*** PROVIDED DATA ***
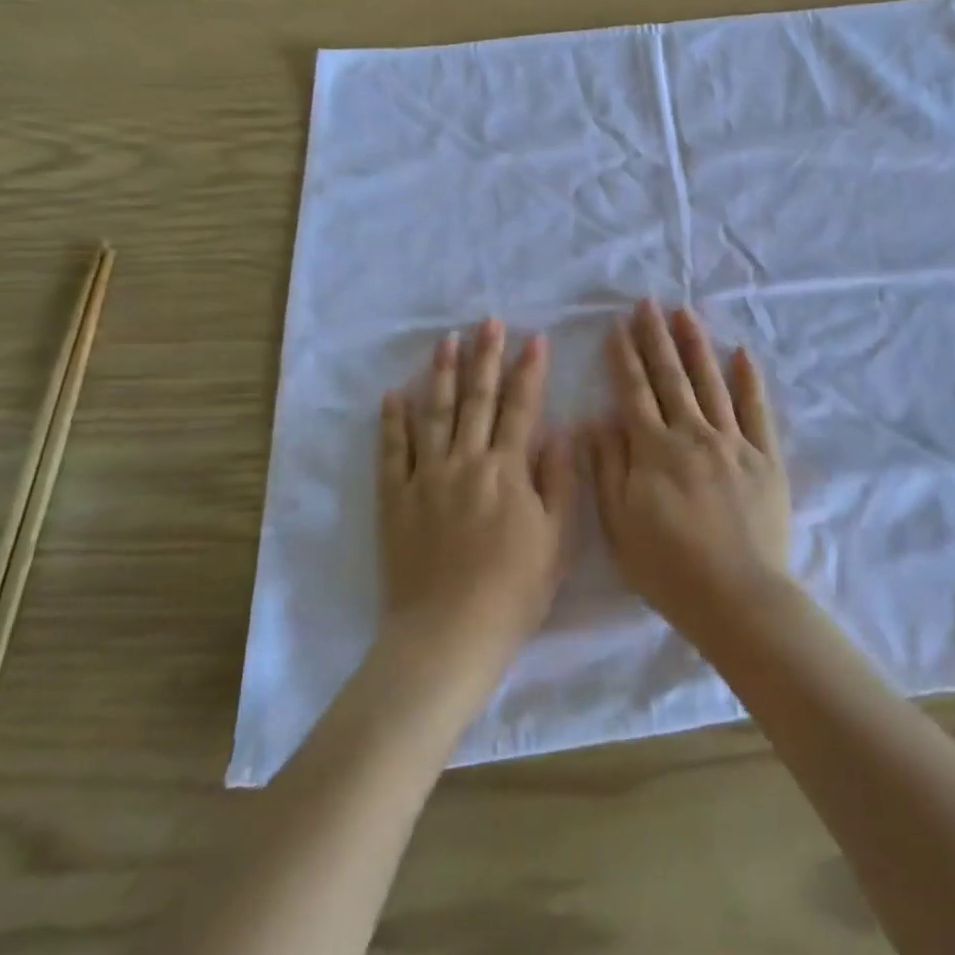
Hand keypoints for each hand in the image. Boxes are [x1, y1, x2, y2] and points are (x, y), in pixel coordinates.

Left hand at [379, 319, 572, 683]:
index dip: (529, 371)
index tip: (535, 338)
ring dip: (440, 374)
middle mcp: (465, 462)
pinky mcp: (395, 499)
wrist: (449, 633)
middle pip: (477, 399)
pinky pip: (392, 451)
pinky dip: (393, 421)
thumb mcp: (557, 540)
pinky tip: (394, 394)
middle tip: (488, 322)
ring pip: (433, 414)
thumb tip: (562, 431)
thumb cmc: (514, 590)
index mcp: (507, 471)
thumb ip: (560, 481)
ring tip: (445, 340)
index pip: (522, 408)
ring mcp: (425, 478)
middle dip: (485, 357)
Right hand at [586, 301, 791, 639]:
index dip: (624, 357)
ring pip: (711, 383)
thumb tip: (597, 422)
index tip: (618, 326)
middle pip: (671, 377)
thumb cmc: (669, 569)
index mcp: (654, 451)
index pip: (635, 392)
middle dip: (656, 338)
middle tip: (648, 304)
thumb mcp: (619, 527)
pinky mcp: (766, 457)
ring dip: (696, 346)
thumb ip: (608, 470)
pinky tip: (741, 354)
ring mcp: (733, 442)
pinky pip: (757, 410)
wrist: (738, 597)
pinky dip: (749, 380)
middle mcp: (693, 435)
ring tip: (685, 314)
*** End of PROVIDED DATA ***
YOUR TASK — Set down the data again, exactly, without images.

TASK ANSWER —
Hand keypoints for each hand in the image. Boxes are [x1, y1, x2, y2] and points are (x, y), in pixel coordinates.

Left hand at [379, 319, 572, 683]:
index dip: (529, 371)
index tip: (535, 338)
ring dip: (440, 374)
middle mcp: (465, 462)
pinky mcp: (395, 499)
wrist: (449, 633)
middle pip: (477, 399)
pinky pip: (392, 451)
pinky dip: (393, 421)
thumb mcp: (557, 540)
pinky tip: (394, 394)
middle tip: (488, 322)
ring pip: (433, 414)
thumb tip: (562, 431)
thumb cmc: (514, 590)
index mcp: (507, 471)
thumb ip: (560, 481)
ring tip: (445, 340)
index pip: (522, 408)
ring mcp: (425, 478)
middle dip: (485, 357)
Right hand at [586, 301, 791, 639]:
index dip: (624, 357)
ring pip: (711, 383)
thumb tip: (597, 422)
index tip: (618, 326)
middle pip: (671, 377)
thumb cmc: (669, 569)
index mcp: (654, 451)
index pip: (635, 392)
middle dip: (656, 338)
middle tip: (648, 304)
thumb mcp: (619, 527)
pinky mcp: (766, 457)
ring dip: (696, 346)
thumb ip: (608, 470)
pinky tip: (741, 354)
ring mcp: (733, 442)
pinky pip: (757, 410)
wrist: (738, 597)
pinky dip: (749, 380)
middle mcp: (693, 435)
ring tip: (685, 314)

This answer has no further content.